Legal Question in Family Law in Texas
My husband has temporary orders that have been in place since June of 2009, for child visitation with his ex-wife, which in some cases states they are to meet a mutually agreed upon location for pickup and dropoff of the kids, and in others that they have to pickup/dropoff the kids at each other's residences. However, after the temporary orders were signed, in October 2009, after his ex had tried to get a temporary restraining order and had failed, but we had a mutual injunction put in place instead states that neither party is allowed to go to the others residence, work, or school. However, we did have the mutual injunction drafted to state that pickup/dropoff of the children will always be at the mutually agreed upon location of a specific Starbucks which is located in between where they both live. Problem being, my husband's ex-wife is refusing to drop the children at the mutually agreed upon Starbucks now and is insisting we follow the temporary orders instead of the mutual injunction, and that my husband should drive all the way to her housing subdivision and pick the kids up at the park that is in her subdivision, but on her visitation when she is to pick up the kids at our house per the temporary orders, we do NOT want her coming anywhere near our home at all...we chose the Starbucks for a reason.
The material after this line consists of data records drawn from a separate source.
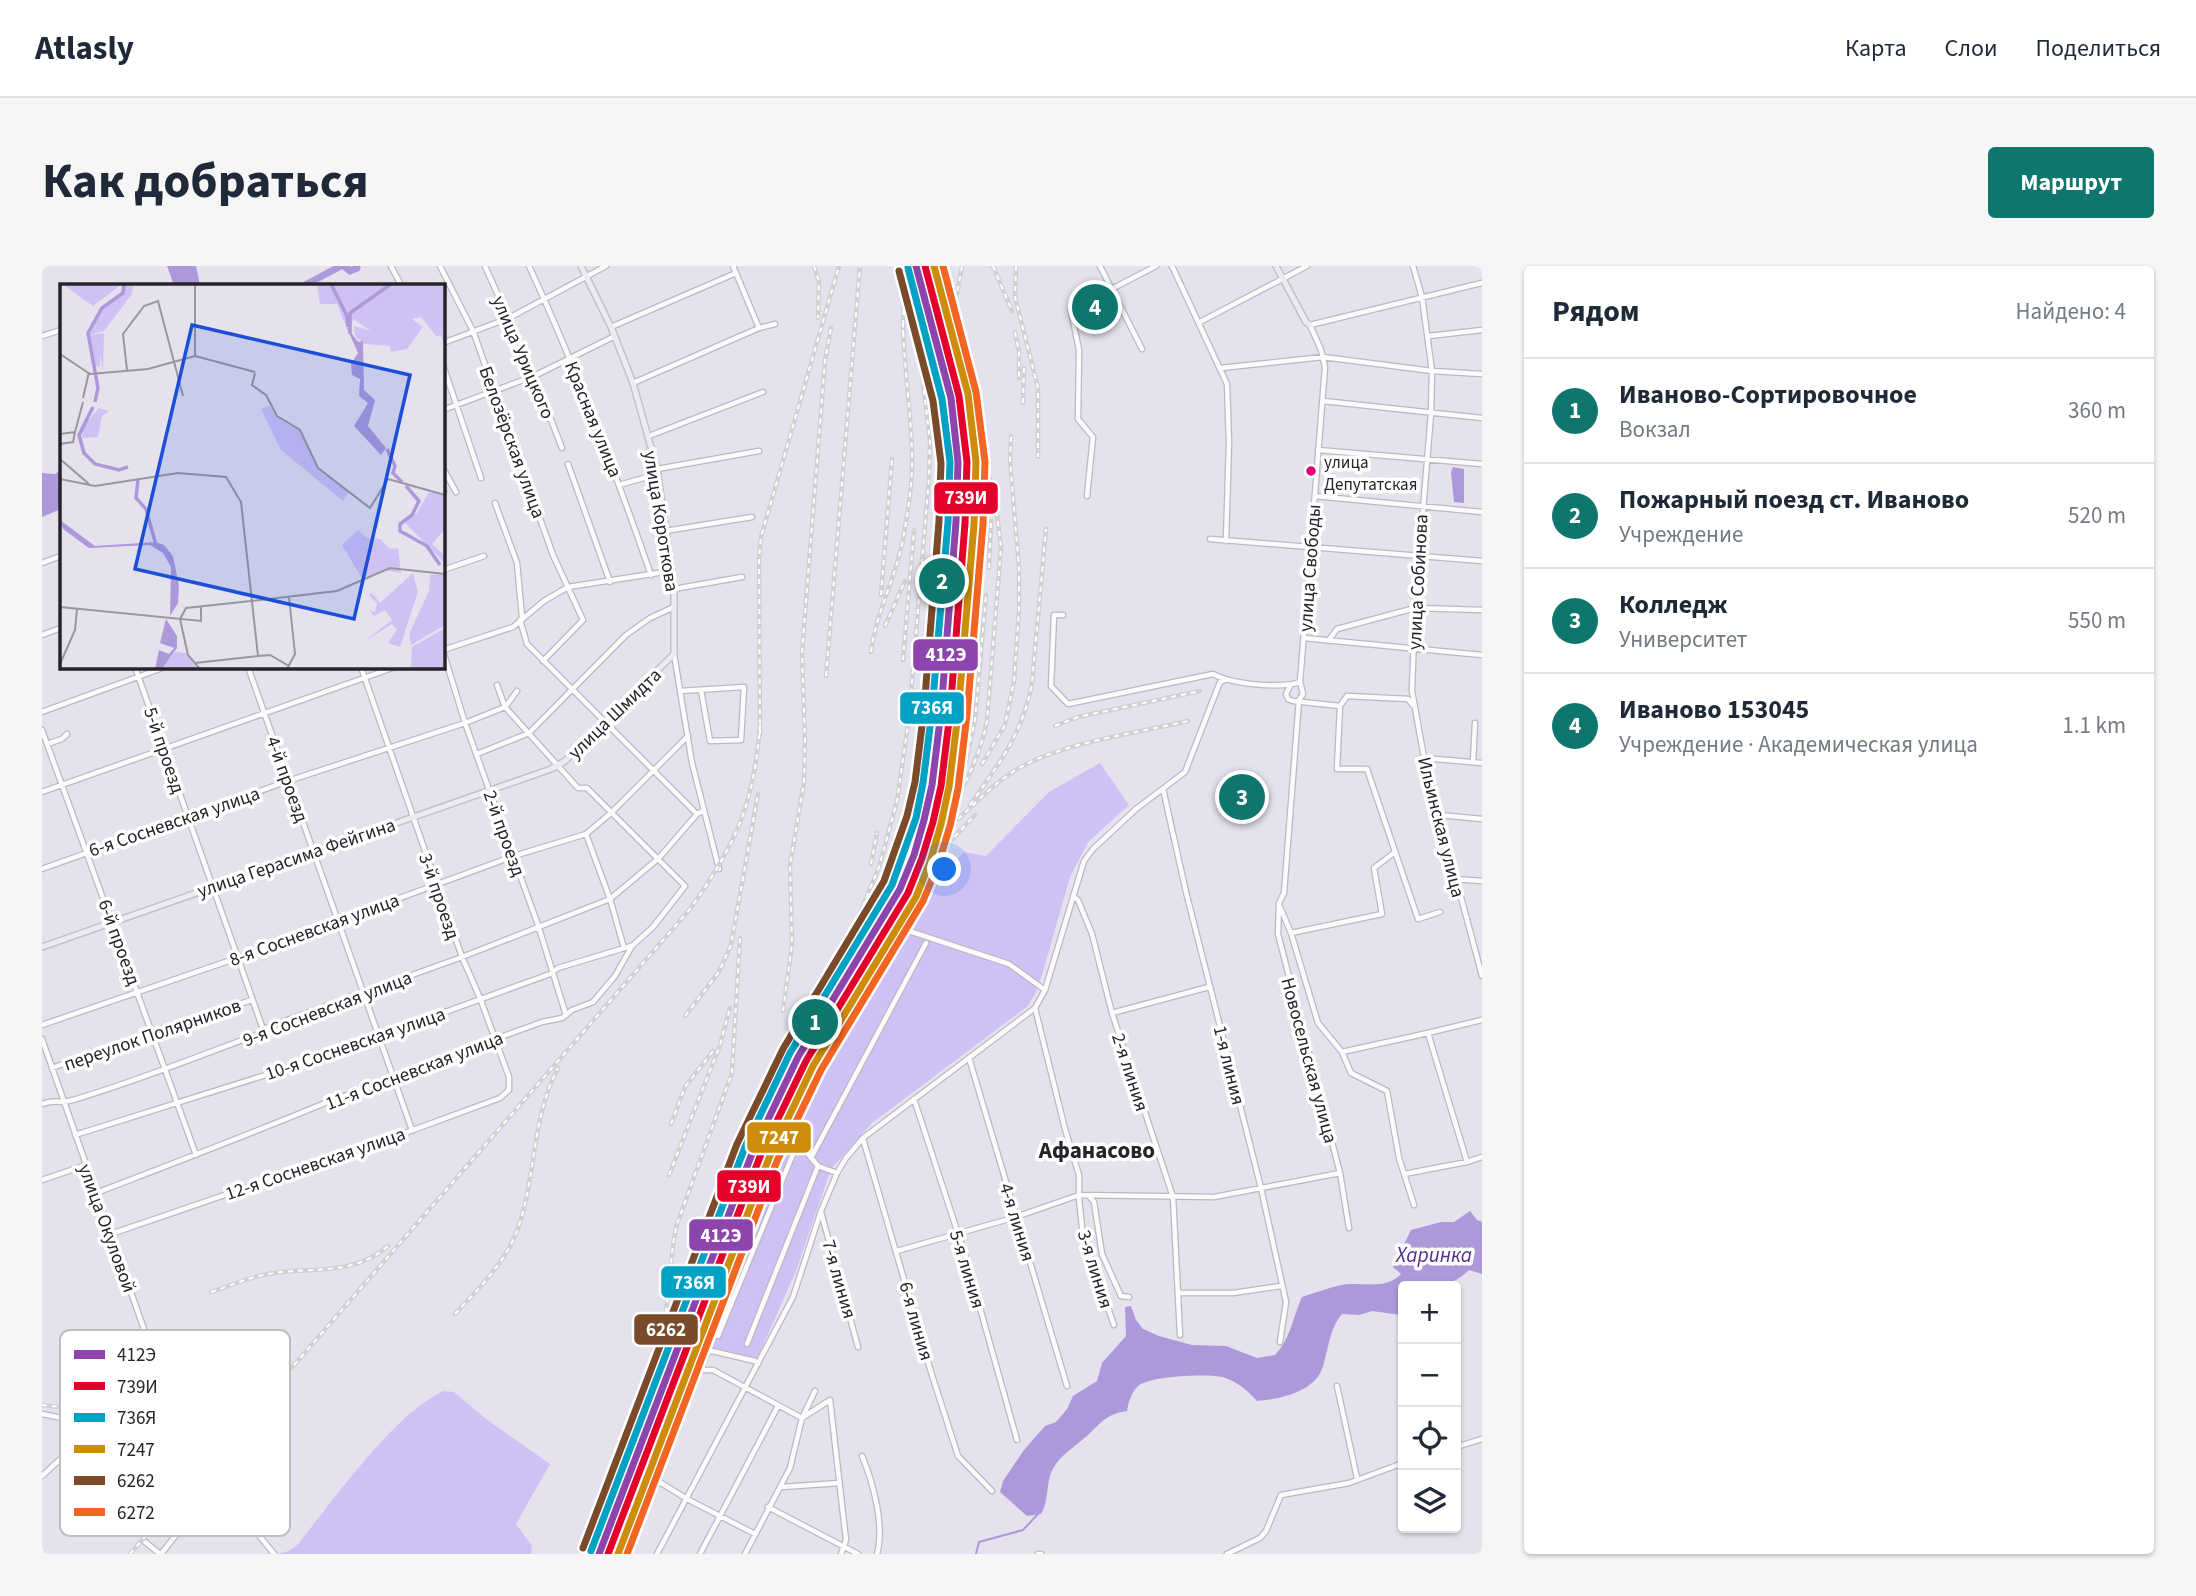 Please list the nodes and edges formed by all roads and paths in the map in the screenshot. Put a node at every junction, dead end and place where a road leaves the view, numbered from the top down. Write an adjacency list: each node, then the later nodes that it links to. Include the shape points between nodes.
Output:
1 (391, 266): 18 (street)
2 (440, 266): 30 (street, Белозёрская улица)
3 (485, 266): 22 (street, улица Урицкого)
4 (529, 266): 21 (street, Красная улица)
5 (581, 266): 15 (main road, улица Короткова)
6 (606, 266): 15 (street)
7 (733, 266): 14 (street)
8 (1100, 266): 19 (street)
9 (1156, 266): 19 (street)
10 (1172, 266): 23 (street)
11 (1278, 266): 16 (main road, улица Свободы)
12 (1307, 266): 16 (street)
13 (1413, 266): 20 (street, улица Собинова)
14 (736, 273): 26 (street); 27 (street)
15 (586, 277): 21 (street); 26 (main road, улица Короткова)
16 (1284, 278): 23 (street); 25 (main road, улица Свободы)
17 (1482, 283): 20 (street)
18 (400, 284)
19 (1112, 288): 35 (street); 63 (street, via 1071,310 1079,350 1079,419 1093,437)
20 (1422, 297): 25 (street); 33 (street, улица Собинова)
21 (544, 299): 22 (street); 37 (street, Красная улица)
22 (509, 318): 30 (street); 42 (street, улица Урицкого)
23 (1200, 322): 39 (street)
24 (775, 324): 27 (street)
25 (1310, 324): 36 (street, улица Свободы)
26 (611, 327): 32 (main road, улица Короткова)
27 (760, 328): 43 (street)
28 (60, 330): 31 (street)
29 (1482, 330): 33 (street)
30 (473, 331): 34 (street); 44 (street, Белозёрская улица)
31 (42, 335)
32 (615, 336): 37 (street); 43 (main road, улица Короткова)
33 (1429, 336): 40 (street, улица Собинова)
34 (444, 342)
35 (1142, 349)
36 (1324, 357): 39 (street); 40 (street); 46 (street, улица Свободы)
37 (570, 359): 42 (street); 61 (street, Красная улица)
38 (444, 368): 47 (street)
39 (1221, 368): 71 (street, via 1228,409)
40 (1432, 371): 41 (street); 49 (street, улица Собинова)
41 (1482, 374)
42 (534, 376): 44 (street); 52 (street, улица Урицкого)
43 (634, 383): 51 (main road, улица Короткова)
44 (494, 392): 47 (street); 83 (street, Белозёрская улица)
45 (763, 393): 51 (street)
46 (1322, 401): 49 (street); 53 (street, улица Свободы)
47 (456, 406): 48 (street); 60 (street)
48 (444, 410)
49 (1431, 414): 50 (street); 55 (street, улица Собинова)
50 (1482, 418)
51 (649, 436): 59 (main road, улица Короткова)
52 (562, 448)
53 (1318, 450): 55 (street); 64 (street, улица Свободы)
54 (760, 451): 59 (street)
55 (1426, 459): 57 (street); 66 (street, улица Собинова)
56 (568, 464): 82 (street)
57 (1482, 464)
58 (444, 470): 62 (street)
59 (658, 472): 61 (street); 69 (main road, улица Короткова)
60 (481, 478)
61 (619, 485): 80 (street, Красная улица)
62 (456, 492)
63 (1087, 495)
64 (1315, 496): 66 (street); 72 (street, улица Свободы)
65 (495, 503): 89 (street, via 517,563)
66 (1422, 506): 67 (street); 75 (street, улица Собинова)
67 (1482, 512)
68 (752, 517): 69 (street)
69 (665, 531): 79 (main road, улица Короткова)
70 (1210, 539): 71 (street)
71 (1226, 541): 72 (street)
72 (1310, 548): 75 (street); 92 (street, улица Свободы)
73 (60, 556): 77 (street)
74 (484, 556): 78 (street)
75 (1420, 557): 76 (street); 86 (street, улица Собинова)
76 (1482, 561)
77 (42, 564)
78 (444, 570)
79 (671, 571): 80 (street); 84 (main road, улица Короткова)
80 (650, 575): 82 (street)
81 (742, 577): 84 (street)
82 (610, 582): 83 (street)
83 (568, 587): 89 (street); 99 (street, Белозёрская улица, via 583,620)
84 (674, 589): 85 (main road, улица Короткова)
85 (674, 607): 97 (main road, улица Короткова); 111 (street, via 626,635)
86 (1415, 608): 87 (street); 93 (street, via 1337,629); 94 (street, улица Собинова)
87 (1482, 610)
88 (1063, 615): 107 (street, via 1054,615 1051,686 1068,704 1213,674)
89 (521, 619): 95 (street, via 513,627); 99 (street, via 527,644)
90 (60, 628): 91 (street)
91 (42, 635)
92 (1304, 638): 93 (street); 110 (street, улица Свободы)
93 (1328, 641): 94 (street)
94 (1413, 649): 98 (street); 117 (street, улица Собинова)
95 (444, 650)
96 (444, 653): 122 (street, 2-й проезд)
97 (674, 653): 114 (street, улица Короткова); 121 (main road, улица Шмидта)
98 (1482, 654)
99 (543, 661): 111 (street)
100 (135, 668): 105 (street, 5-й проезд)
101 (162, 668): 105 (street)
102 (248, 668): 120 (street, 4-й проезд)
103 (361, 668): 106 (street, 3-й проезд)
104 (392, 668): 106 (street)
105 (139, 677): 119 (street); 129 (street, 5-й проезд)
106 (365, 677): 120 (street); 130 (street, 3-й проезд)
107 (1225, 680): 109 (street); 140 (street, via 1220,682 1185,772)
108 (497, 685): 118 (street)
109 (1292, 685): 110 (street); 115 (street, via 1287,696)
110 (1301, 685): 115 (street)
111 (573, 689): 121 (street); 125 (street)
112 (701, 690): 112 (street, via 744,687 741,740 710,741); 114 (street)
113 (517, 691): 118 (street)
114 (680, 691): 127 (street, улица Короткова)
115 (1299, 700): 116 (street); 164 (street, Новосельская улица)
116 (1340, 706): 117 (street, via 1347,696 1408,699); 153 (street, via 1337,769 1367,769)
117 (1414, 706): 132 (street, Ильинская улица)
118 (505, 707): 122 (street, 6-я Сосневская улица); 125 (street)
119 (42, 712)
120 (264, 712): 129 (street); 138 (street, 4-й проезд)
121 (606, 722): 135 (main road, улица Шмидта); 137 (street)
122 (465, 723): 130 (street, 6-я Сосневская улица); 131 (street, 2-й проезд)
123 (1475, 723): 133 (street)
124 (42, 730): 128 (street, 6-й проезд)
125 (529, 733): 131 (street); 135 (street)
126 (67, 734): 128 (street)
127 (688, 736): 137 (street); 143 (street, улица Короткова)
128 (47, 744): 139 (street, 6-й проезд)
129 (165, 748): 139 (street); 147 (street, 5-й проезд)
130 (388, 748): 138 (street, 6-я Сосневская улица); 148 (street, 3-й проезд)
131 (477, 754): 141 (street, 2-й проезд)
132 (1424, 758): 133 (street); 146 (street, Ильинская улица)
133 (1473, 762): 134 (street)
134 (1482, 763)
135 (559, 765): 136 (main road, улица Шмидта); 144 (street, via 578,788 587,788)
136 (551, 769): 141 (main road, улица Герасима Фейгина)
137 (653, 770): 144 (street); 145 (street)
138 (288, 781): 147 (street, 6-я Сосневская улица); 151 (street, 4-й проезд)
139 (62, 785): 142 (street); 152 (street, 6-й проезд)
140 (1163, 789): 162 (street, via 1093,849); 178 (street, 1-я линия)
141 (489, 790): 148 (main road, улица Герасима Фейгина); 154 (street, 2-й проезд)
142 (42, 792)
143 (704, 811): 145 (street); 157 (street, улица Короткова)
144 (611, 813): 150 (street); 155 (street)
145 (697, 814): 155 (street)
146 (1438, 815): 149 (street); 158 (street, Ильинская улица)
147 (188, 816): 152 (street, 6-я Сосневская улица); 161 (street, 5-й проезд)
148 (412, 817): 151 (main road, улица Герасима Фейгина); 160 (street, 3-й проезд)
149 (1482, 819)
150 (586, 834): 154 (street, 8-я Сосневская улица); 163 (street)
151 (313, 851): 161 (main road, улица Герасима Фейгина); 167 (street, 4-й проезд)
152 (86, 852): 156 (street, 6-я Сосневская улица); 166 (street, 6-й проезд)
153 (1395, 852): 165 (street, via 1418,919); 169 (street, via 1374,868 1382,914)
154 (514, 856): 160 (street, 8-я Сосневская улица); 168 (street, 2-й проезд)
155 (659, 858): 163 (street); 171 (street, 11-я Сосневская улица, via 685,886)
156 (42, 869)
157 (719, 869)
158 (1455, 880): 159 (street); 177 (street, Ильинская улица)
159 (1482, 881)
160 (437, 885): 167 (street, 8-я Сосневская улица); 174 (street, 3-й проезд)
161 (212, 887): 166 (main road, улица Герасима Фейгина); 175 (street, 5-й проезд)
162 (1073, 896): 179 (street); 186 (street, 2-я линия, via 1092,934)
163 (610, 899): 168 (street, 9-я Сосневская улица); 173 (street)
164 (1279, 903): 169 (street); 218 (street, Новосельская улица, via 1278,934)
165 (1440, 912)
166 (112, 921): 172 (main road, улица Герасима Фейгина); 180 (street, 6-й проезд)
167 (337, 921): 175 (street, 8-я Сосневская улица); 181 (street, 4-й проезд)
168 (538, 925): 174 (street, 9-я Сосневская улица); 176 (street, 2-й проезд)
169 (1291, 933): 196 (street, via 1318,1023)
170 (926, 943): 213 (street)
171 (632, 946): 173 (street, 10-я Сосневская улица); 187 (street, 11-я Сосневская улица, via 593,1002)
172 (42, 947)
173 (624, 948): 176 (street, 10-я Сосневская улица)
174 (462, 957): 181 (street, 9-я Сосневская улица); 182 (street, 3-й проезд)
175 (237, 958): 180 (street, 8-я Сосневская улица); 183 (street, 5-й проезд)
176 (553, 972): 182 (street, 10-я Сосневская улица); 187 (street, 2-й проезд)
177 (1482, 976)
178 (1209, 987): 186 (street); 221 (street, 1-я линия)
179 (1045, 990): 184 (street, via 1009,964 891,925); 185 (street)
180 (138, 992): 189 (street, 8-я Сосневская улица); 190 (street, 6-й проезд)
181 (364, 993): 191 (street, 9-я Сосневская улица); 193 (street, 4-й проезд)
182 (480, 998): 193 (street, 10-я Сосневская улица); 195 (street, 3-й проезд)
183 (252, 1000): 190 (street, переулок Полярников); 191 (street, 5-й проезд)
184 (841, 1007)
185 (1035, 1008): 197 (street); 223 (street, 3-я линия, via 1080,1175)
186 (1112, 1013): 225 (street, 2-я линия)
187 (566, 1015): 195 (street, 11-я Сосневская улица)
188 (1482, 1020): 192 (street)
189 (42, 1025)
190 (151, 1032): 198 (street, переулок Полярников); 199 (street, 6-й проезд)
191 (264, 1032): 199 (street, 9-я Сосневская улица)
192 (1428, 1033): 196 (street); 214 (street)
193 (379, 1035): 200 (street, 4-й проезд); 204 (street, 10-я Сосневская улица)
194 (42, 1039): 198 (street, улица Окуловой)
195 (495, 1039): 200 (street, 11-я Сосневская улица); 201 (street, 3-й проезд)
196 (1342, 1052): 219 (street, via 1351,1073 1387,1091)
197 (969, 1058): 202 (street); 228 (street, 4-я линия)
198 (52, 1068): 203 (street, улица Окуловой)
199 (164, 1068): 203 (street, 9-я Сосневская улица); 204 (street, 6-й проезд)
200 (394, 1076): 207 (street, 4-й проезд); 211 (street, 11-я Сосневская улица)
201 (509, 1083): 207 (street, 12-я Сосневская улица, via 509,1090 499,1098)
202 (914, 1099): 209 (street); 230 (street, 5-я линия)
203 (64, 1102): 205 (street, 9-я Сосневская улица, via 55,1099); 208 (street, улица Окуловой)
204 (177, 1103): 208 (street, 10-я Сосневская улица); 211 (street, 6-й проезд)
205 (42, 1104)
206 (778, 1128): 210 (street)
207 (412, 1129): 231 (street, 12-я Сосневская улица)
208 (75, 1135): 215 (street, улица Окуловой)
209 (863, 1138): 217 (street); 232 (street, 6-я линия)
210 (798, 1142): 213 (street); 239 (street)
211 (196, 1155): 222 (street, 11-я Сосневская улица)
212 (1482, 1157): 214 (street)
213 (811, 1158): 216 (street)
214 (1467, 1162): 219 (street)
215 (86, 1165): 220 (street); 222 (street, улица Окуловой)
216 (818, 1166): 217 (street); 241 (street)
217 (837, 1173): 227 (street)
218 (1340, 1173): 221 (street); 229 (street, Новосельская улица)
219 (1404, 1174): 226 (street)
220 (42, 1180)
221 (1262, 1188): 225 (street, via 1214,1197); 233 (street, 1-я линия)
222 (96, 1193): 231 (street, улица Окуловой)
223 (1079, 1195): 224 (street); 228 (street); 236 (street, 3-я линия, via 1083,1237)
224 (1088, 1195): 225 (street); 235 (street, via 1094,1202 1102,1254 1121,1296)
225 (1173, 1197): 234 (street, 2-я линия)
226 (1414, 1205)
227 (821, 1211): 242 (street, 7-я линия); 243 (street, via 793,1297)
228 (1016, 1217): 230 (street); 245 (street, 4-я линия)
229 (1349, 1228)
230 (957, 1233): 232 (street); 254 (street, 5-я линия)
231 (111, 1234): 237 (street, улица Окуловой)
232 (897, 1251): 264 (street, 6-я линия, via 958,1456)
233 (1282, 1286): 234 (street, via 1233,1293); 240 (street, 1-я линия, via 1286,1302)
234 (1178, 1293): 238 (street, 2-я линия)
235 (1129, 1297)
236 (1114, 1325)
237 (145, 1330)
238 (1180, 1335)
239 (718, 1336)
240 (1280, 1342)
241 (747, 1344)
242 (858, 1347)
243 (758, 1364): 244 (street, via 710,1351); 247 (street)
244 (702, 1370): 247 (street, via 713,1370); 260 (street)
245 (1066, 1386)
246 (1337, 1386): 261 (street)
247 (745, 1389): 249 (street); 265 (street)
248 (815, 1391): 252 (street)
249 (778, 1406): 252 (street); 267 (street)
250 (42, 1414): 251 (street)
251 (60, 1418)
252 (802, 1418): 262 (street, via 830,1400); 263 (street)
253 (1482, 1439): 255 (street)
254 (1017, 1440)
255 (1461, 1445)
256 (862, 1456): 281 (street, via 877,1510)
257 (60, 1459): 259 (street)
258 (1398, 1466): 261 (street)
259 (42, 1476)
260 (653, 1478): 265 (street); 275 (street)
261 (1357, 1478): 282 (street, via 1282,1495 1260,1538)
262 (839, 1483): 263 (street); 272 (street)
263 (782, 1487): 266 (street)
264 (992, 1491)
265 (687, 1499): 267 (street); 276 (street)
266 (768, 1507): 268 (street); 272 (street)
267 (721, 1516): 268 (street); 277 (street)
268 (755, 1534): 278 (street)
269 (175, 1536): 273 (street)
270 (259, 1536): 274 (street, улица Окуловой)
271 (144, 1541): 273 (street)
272 (845, 1547): 279 (street); 280 (street)
273 (160, 1554)
274 (274, 1554)
275 (613, 1554)
276 (657, 1554)
277 (700, 1554)
278 (745, 1554)
279 (841, 1554)
280 (858, 1554)
281 (877, 1554)
282 (1227, 1554)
Can someone help me understand...doesn't our mutual injunction supercede the temporary orders now? I would assume so and we were advised by our old attorney at the time that it does. Please help, my husband just lost his court ordered father's day visitation with his boys because she refused to bring them to the meeting location, and he refused to drive an extra hour to pick them up because he knew it would be setting a precedence that she would expect this in the future...we are not willing to go against the mutual injunction...as we feel she may have been trying to set him up with the cops.
1 Answer from Attorneys
1. You may need to file a motion for clarification. Take your question to the Judge and let HIM tell you what's what.
2. These "meet at a halfway point orders" are (generally) a bad idea; they are a fertile ground for abuse ("I'm sorry I'm 45 minutes late" "I meant to call you to tell you that I had car trouble, but my cel phone died" etc.). If the kid has to sit and wait for the other parent to show up, the kid should be sitting in his own living room, working the remote control, going to his own refrigerator for Cokes - not sitting in the back seat of a car in the rain with nothing to do (or sitting at a Starbucks).